1. ANSWER THE FOLLOWING QUESTIONS

SECTION A: Poetry: There are four questions (12 marks each). Answer any TWO questions (12 + 12 = 24). An additional mark may be awarded for appropriate presentation and language, to make the total 25 marks for this section. AND

SECTION B: Drama: There are four questions. A contextual question and an essay-type question have been set on each of two plays. Answer ONE question (25 marks).

AND

SECTION C: Novel: There are two questions. A contextual question and an essay-type question have been set on the novel. Answer ONE question (25 marks).

PLEASE NOTE THAT IF YOU ANSWER A CONTEXTUAL QUESTION FROM SECTION B, YOU MUST ANSWER AN ESSAY QUESTION FROM SECTION C.

BUT IF YOU ANSWER AN ESSAY QUESTION FROM SECTION B, YOU MUST ANSWER A CONTEXTUAL QUESTION FROM SECTION C.

NO CREDIT WILL BE GIVEN FOR ANSWERING MORE QUESTIONS THAN ARE REQUIRED.

2. ARRANGEMENT OF ANSWERS: Begin each section on a new page. Do not write headings for your answers.
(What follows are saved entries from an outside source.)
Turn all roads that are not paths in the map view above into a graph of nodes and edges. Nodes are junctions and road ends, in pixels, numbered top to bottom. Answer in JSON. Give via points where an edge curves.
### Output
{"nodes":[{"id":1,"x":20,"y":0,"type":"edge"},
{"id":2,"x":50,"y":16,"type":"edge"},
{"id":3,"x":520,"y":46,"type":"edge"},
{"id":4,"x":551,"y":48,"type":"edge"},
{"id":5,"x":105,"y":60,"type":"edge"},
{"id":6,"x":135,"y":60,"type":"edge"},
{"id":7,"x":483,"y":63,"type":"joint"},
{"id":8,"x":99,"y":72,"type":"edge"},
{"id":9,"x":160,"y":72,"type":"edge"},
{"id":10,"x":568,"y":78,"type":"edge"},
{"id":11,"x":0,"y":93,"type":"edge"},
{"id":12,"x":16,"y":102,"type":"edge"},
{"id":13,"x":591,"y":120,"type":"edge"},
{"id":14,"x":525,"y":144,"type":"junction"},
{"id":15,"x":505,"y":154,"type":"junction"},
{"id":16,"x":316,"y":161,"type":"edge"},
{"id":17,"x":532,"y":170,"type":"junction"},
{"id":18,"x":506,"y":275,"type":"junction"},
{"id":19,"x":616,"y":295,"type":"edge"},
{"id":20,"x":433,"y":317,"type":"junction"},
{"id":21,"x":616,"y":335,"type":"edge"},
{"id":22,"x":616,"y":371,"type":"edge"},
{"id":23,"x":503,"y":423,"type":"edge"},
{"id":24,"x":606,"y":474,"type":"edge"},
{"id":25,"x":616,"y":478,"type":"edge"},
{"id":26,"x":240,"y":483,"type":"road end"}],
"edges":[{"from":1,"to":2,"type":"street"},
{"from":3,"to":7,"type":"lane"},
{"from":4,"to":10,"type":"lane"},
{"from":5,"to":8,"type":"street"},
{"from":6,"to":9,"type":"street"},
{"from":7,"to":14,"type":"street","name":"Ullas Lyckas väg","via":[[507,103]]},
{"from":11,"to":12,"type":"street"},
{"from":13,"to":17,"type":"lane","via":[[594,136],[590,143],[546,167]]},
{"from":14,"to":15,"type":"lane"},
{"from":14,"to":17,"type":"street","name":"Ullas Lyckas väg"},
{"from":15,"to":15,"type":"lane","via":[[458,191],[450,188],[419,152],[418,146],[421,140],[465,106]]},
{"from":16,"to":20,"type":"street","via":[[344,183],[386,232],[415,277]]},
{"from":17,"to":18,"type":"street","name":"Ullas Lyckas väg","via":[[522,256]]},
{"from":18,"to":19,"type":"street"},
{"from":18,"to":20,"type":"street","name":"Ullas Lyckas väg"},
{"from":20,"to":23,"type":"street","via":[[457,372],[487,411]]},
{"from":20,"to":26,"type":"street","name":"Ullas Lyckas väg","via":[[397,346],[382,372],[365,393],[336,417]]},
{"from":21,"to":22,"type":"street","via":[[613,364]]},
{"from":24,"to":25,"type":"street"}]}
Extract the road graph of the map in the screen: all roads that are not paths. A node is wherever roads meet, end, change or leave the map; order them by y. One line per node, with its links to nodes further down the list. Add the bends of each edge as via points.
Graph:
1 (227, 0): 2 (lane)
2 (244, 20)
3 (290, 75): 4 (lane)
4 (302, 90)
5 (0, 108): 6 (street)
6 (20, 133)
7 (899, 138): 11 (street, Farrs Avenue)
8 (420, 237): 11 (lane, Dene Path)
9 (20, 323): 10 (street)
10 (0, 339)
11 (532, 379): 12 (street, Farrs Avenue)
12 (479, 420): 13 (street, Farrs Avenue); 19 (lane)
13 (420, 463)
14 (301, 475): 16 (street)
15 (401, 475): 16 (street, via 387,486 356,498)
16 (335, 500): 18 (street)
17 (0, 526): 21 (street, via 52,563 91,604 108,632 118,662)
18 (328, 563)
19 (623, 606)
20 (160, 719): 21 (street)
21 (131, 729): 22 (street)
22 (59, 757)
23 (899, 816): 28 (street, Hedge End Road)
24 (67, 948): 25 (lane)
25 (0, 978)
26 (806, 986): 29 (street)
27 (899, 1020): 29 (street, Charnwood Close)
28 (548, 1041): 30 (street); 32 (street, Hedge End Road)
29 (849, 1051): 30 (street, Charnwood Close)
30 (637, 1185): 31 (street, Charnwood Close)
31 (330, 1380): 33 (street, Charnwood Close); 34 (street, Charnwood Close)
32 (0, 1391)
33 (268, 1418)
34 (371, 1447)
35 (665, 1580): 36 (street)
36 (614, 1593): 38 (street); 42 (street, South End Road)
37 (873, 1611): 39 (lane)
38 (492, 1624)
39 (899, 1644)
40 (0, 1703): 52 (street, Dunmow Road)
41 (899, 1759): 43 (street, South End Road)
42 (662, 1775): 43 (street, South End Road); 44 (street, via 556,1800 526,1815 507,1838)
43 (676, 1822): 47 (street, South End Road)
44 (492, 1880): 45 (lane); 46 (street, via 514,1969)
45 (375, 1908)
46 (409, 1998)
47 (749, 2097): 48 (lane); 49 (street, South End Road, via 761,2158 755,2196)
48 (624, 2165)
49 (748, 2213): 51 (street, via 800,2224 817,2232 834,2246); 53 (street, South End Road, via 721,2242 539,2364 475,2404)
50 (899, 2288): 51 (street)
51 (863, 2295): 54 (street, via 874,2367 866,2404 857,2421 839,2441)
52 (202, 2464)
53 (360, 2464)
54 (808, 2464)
Write only the question numbers.

3. LENGTH OF ESSAY ANSWERS: The suggested length is about 350 words. Avoid re-telling the story. Make sure that you stick to the question.

4. LENGTH OF CONTEXTUAL ANSWERS: Aim at conciseness and relevance. Be guided by the mark allocation. Answer in your own words as far as possible, except when actually quoting.

5. PRESENTATION: Accuracy in grammar, spelling and punctuation, as well as neat presentation, will count in your favour.

6. PERSONAL JUDGEMENT: Do not hesitate to give your personal judgement frankly where required. Your answers will be assessed on the competence of your expression and your understanding of the work.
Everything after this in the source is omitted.